▶ What this task involves: Keep only the lines of the data below that contain "Ring", and copy them.
Information supplied START
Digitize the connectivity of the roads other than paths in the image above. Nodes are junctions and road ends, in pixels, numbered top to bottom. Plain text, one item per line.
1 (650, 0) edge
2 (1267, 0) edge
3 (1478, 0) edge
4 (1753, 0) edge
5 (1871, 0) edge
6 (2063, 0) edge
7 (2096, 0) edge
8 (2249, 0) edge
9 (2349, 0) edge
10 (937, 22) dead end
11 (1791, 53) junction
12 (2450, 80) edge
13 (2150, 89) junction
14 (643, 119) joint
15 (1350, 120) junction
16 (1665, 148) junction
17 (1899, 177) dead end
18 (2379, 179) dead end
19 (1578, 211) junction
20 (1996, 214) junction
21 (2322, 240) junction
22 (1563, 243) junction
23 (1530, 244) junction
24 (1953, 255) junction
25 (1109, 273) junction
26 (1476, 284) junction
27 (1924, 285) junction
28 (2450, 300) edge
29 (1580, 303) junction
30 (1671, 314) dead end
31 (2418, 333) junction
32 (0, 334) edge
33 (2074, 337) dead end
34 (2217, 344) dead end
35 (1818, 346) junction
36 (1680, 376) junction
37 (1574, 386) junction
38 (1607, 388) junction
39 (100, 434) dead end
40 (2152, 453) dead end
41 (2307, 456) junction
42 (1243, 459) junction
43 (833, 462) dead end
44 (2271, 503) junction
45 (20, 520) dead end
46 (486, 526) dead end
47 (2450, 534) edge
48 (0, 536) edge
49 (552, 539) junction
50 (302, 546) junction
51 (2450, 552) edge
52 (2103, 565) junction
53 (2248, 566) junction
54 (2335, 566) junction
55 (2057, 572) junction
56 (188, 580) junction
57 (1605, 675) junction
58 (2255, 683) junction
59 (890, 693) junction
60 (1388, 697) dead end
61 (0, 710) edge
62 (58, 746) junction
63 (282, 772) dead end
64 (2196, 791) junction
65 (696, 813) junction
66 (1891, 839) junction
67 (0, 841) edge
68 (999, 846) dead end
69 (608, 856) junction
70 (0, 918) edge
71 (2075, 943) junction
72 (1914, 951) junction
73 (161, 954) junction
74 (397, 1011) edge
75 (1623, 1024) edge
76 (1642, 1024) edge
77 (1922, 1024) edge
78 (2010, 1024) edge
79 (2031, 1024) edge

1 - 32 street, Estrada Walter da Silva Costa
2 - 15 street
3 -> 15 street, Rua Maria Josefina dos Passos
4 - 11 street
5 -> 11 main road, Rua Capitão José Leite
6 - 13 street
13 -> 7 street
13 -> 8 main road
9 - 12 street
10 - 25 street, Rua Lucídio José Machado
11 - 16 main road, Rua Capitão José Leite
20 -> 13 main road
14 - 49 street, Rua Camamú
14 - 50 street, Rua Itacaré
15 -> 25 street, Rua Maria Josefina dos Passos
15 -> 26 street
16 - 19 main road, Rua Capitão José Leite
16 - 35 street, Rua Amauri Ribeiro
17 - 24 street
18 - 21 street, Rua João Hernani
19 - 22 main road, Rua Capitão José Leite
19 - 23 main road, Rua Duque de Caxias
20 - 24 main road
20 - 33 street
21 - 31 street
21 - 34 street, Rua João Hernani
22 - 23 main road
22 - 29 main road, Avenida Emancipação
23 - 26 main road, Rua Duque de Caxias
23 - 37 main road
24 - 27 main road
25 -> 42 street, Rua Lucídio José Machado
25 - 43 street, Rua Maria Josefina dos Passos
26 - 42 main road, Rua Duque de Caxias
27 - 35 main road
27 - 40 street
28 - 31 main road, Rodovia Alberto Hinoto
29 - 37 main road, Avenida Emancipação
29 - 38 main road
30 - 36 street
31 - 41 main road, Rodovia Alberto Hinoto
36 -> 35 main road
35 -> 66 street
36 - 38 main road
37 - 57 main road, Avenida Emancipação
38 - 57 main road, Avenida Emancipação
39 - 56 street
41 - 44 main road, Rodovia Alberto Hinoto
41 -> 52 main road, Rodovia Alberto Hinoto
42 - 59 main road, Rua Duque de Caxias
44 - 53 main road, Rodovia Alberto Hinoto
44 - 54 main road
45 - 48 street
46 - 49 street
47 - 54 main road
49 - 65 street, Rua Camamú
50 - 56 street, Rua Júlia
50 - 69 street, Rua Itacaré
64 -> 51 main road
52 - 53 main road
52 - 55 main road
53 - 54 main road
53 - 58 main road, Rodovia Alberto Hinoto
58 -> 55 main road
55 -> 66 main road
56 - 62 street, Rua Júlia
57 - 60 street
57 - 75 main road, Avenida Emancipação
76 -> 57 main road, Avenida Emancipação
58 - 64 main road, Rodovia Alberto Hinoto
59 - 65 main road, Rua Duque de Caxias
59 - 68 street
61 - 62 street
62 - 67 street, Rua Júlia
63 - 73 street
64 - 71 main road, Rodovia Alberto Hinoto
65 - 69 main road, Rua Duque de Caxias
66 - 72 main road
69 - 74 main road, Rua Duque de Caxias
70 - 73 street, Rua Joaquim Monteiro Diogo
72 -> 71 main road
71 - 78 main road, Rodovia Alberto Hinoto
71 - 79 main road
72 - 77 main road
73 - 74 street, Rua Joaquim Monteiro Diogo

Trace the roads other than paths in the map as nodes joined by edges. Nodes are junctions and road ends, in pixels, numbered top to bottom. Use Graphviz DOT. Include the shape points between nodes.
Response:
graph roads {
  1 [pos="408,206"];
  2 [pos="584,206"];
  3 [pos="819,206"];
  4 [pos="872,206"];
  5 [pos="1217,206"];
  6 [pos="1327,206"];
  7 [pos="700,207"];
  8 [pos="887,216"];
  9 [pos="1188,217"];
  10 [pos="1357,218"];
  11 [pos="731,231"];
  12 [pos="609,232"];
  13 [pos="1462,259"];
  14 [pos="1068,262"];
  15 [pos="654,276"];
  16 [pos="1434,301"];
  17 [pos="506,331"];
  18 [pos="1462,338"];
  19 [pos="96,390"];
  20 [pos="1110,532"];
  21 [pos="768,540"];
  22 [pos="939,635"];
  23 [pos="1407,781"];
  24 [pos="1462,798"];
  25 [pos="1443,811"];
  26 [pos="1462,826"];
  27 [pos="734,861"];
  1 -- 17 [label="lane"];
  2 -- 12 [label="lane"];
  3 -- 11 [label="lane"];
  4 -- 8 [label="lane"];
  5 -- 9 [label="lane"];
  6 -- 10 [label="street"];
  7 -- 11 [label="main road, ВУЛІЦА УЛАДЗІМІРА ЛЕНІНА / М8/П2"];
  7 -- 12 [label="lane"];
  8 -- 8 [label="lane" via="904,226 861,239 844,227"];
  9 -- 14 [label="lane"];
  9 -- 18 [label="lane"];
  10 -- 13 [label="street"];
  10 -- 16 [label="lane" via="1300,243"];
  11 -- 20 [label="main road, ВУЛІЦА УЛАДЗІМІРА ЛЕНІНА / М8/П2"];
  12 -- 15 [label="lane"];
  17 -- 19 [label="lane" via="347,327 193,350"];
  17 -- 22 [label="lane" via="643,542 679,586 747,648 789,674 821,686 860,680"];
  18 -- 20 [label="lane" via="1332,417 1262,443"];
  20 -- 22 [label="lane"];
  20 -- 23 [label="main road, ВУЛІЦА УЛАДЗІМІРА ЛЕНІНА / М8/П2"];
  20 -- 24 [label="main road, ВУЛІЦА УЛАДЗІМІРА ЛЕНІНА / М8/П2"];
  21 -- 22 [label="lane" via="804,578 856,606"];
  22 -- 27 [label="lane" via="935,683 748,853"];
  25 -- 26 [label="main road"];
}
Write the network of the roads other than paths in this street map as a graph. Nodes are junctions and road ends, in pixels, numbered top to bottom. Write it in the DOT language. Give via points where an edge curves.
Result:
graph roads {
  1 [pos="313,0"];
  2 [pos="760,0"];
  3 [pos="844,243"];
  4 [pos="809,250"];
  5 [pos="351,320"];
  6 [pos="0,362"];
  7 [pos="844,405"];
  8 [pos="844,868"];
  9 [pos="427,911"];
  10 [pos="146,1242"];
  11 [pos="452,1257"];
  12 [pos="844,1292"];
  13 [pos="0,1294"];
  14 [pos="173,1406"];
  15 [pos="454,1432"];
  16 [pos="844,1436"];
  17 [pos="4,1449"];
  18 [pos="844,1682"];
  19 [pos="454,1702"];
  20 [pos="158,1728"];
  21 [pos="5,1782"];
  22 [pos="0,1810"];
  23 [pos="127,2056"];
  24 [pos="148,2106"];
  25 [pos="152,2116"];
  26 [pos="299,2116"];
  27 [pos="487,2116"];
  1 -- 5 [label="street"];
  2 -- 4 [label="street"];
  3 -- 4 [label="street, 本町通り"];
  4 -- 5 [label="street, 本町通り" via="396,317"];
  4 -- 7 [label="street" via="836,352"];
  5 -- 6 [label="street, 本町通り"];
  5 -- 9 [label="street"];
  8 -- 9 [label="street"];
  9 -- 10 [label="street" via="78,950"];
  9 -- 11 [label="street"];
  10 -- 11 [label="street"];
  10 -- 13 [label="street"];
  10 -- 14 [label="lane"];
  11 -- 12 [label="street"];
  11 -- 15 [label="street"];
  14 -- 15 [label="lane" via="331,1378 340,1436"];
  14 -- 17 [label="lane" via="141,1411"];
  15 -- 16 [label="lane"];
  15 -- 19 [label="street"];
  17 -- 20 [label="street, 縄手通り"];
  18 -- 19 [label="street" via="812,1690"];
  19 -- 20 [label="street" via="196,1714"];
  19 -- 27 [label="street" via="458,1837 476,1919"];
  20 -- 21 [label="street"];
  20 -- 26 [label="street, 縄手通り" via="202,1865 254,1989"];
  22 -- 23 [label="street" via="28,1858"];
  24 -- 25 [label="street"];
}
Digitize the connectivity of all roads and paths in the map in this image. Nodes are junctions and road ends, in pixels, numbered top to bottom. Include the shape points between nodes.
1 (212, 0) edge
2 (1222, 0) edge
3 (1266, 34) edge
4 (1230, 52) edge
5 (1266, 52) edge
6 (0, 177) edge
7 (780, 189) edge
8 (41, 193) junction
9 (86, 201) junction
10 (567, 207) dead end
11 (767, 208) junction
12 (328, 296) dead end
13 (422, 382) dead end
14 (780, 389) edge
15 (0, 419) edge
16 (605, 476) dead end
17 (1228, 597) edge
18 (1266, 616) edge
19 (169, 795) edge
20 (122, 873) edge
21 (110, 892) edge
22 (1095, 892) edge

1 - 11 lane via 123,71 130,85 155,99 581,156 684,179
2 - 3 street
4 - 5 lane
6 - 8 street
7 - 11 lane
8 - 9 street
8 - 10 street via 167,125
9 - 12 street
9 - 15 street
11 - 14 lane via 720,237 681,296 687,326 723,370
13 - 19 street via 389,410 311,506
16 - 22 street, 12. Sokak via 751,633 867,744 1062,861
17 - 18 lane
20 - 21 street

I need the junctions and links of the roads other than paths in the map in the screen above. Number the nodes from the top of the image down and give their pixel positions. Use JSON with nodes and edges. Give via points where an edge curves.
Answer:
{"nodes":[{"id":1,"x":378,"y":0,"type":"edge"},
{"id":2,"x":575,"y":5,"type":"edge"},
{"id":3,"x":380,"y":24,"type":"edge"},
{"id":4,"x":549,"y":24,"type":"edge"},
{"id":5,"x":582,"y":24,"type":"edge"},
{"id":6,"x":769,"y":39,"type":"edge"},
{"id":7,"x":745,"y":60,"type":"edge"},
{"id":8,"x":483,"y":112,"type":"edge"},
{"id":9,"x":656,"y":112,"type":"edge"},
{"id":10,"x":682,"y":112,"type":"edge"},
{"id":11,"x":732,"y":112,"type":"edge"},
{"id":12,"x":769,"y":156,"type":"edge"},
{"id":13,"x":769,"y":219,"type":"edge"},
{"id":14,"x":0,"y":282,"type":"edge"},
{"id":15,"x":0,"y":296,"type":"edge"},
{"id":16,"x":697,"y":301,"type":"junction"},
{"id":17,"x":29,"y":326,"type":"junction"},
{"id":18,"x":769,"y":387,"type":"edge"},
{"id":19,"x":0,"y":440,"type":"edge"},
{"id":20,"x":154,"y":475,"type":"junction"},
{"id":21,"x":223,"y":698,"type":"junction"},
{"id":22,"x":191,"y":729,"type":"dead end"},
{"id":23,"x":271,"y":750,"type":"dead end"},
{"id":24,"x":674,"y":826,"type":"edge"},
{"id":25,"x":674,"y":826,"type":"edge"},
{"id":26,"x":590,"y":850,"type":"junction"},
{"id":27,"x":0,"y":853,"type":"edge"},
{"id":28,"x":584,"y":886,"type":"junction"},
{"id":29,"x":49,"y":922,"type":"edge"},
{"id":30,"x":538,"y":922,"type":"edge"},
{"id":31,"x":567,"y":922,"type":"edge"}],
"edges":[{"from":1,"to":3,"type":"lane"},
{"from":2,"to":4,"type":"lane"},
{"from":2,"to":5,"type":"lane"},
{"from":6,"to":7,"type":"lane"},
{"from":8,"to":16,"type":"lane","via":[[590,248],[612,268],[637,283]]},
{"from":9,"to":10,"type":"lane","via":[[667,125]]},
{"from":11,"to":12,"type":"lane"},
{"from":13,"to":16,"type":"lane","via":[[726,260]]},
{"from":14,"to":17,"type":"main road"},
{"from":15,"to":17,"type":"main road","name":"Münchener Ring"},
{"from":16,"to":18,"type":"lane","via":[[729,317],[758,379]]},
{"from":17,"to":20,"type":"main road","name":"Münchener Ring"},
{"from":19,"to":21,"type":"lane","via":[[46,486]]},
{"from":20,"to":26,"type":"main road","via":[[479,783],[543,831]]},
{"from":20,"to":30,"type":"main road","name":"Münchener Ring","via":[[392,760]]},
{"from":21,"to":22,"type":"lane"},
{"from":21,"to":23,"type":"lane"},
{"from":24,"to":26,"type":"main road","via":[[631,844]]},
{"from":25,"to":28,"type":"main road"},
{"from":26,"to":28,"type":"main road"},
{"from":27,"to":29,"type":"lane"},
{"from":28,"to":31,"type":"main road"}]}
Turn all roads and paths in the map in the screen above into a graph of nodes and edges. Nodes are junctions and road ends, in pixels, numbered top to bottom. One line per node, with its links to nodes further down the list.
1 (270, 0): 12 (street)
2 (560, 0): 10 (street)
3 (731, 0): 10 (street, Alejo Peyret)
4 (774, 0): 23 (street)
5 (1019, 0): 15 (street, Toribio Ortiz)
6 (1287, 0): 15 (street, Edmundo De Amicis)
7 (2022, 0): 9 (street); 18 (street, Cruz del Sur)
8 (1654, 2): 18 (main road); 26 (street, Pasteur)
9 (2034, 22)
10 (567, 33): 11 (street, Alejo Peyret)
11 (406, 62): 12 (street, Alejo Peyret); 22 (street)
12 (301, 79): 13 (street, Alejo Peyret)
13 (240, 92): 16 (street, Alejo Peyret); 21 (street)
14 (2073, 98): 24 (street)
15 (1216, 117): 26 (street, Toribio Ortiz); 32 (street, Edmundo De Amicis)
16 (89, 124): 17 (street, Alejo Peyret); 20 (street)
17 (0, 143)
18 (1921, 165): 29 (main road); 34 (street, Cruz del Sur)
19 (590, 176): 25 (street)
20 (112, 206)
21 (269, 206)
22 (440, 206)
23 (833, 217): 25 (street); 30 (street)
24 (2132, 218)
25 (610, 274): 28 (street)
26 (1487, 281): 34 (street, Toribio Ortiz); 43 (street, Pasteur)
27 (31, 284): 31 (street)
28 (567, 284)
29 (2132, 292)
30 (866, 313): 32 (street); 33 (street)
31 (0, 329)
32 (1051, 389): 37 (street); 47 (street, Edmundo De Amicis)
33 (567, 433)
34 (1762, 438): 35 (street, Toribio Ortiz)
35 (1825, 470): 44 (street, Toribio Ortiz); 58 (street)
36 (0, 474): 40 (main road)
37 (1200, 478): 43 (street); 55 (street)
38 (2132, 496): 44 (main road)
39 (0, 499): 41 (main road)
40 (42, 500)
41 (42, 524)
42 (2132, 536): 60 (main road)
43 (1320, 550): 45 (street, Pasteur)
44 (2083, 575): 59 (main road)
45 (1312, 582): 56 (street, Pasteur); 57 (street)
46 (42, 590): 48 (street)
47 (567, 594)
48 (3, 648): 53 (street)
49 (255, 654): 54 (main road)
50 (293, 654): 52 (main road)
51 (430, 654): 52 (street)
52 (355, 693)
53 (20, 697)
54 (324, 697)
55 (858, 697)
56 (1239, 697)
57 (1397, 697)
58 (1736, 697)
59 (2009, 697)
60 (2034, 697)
Information supplied END
▶ Answer to this exercise:
{"from":15,"to":17,"type":"main road","name":"Münchener Ring"},
{"from":17,"to":20,"type":"main road","name":"Münchener Ring"},
{"from":20,"to":30,"type":"main road","name":"Münchener Ring","via":[[392,760]]},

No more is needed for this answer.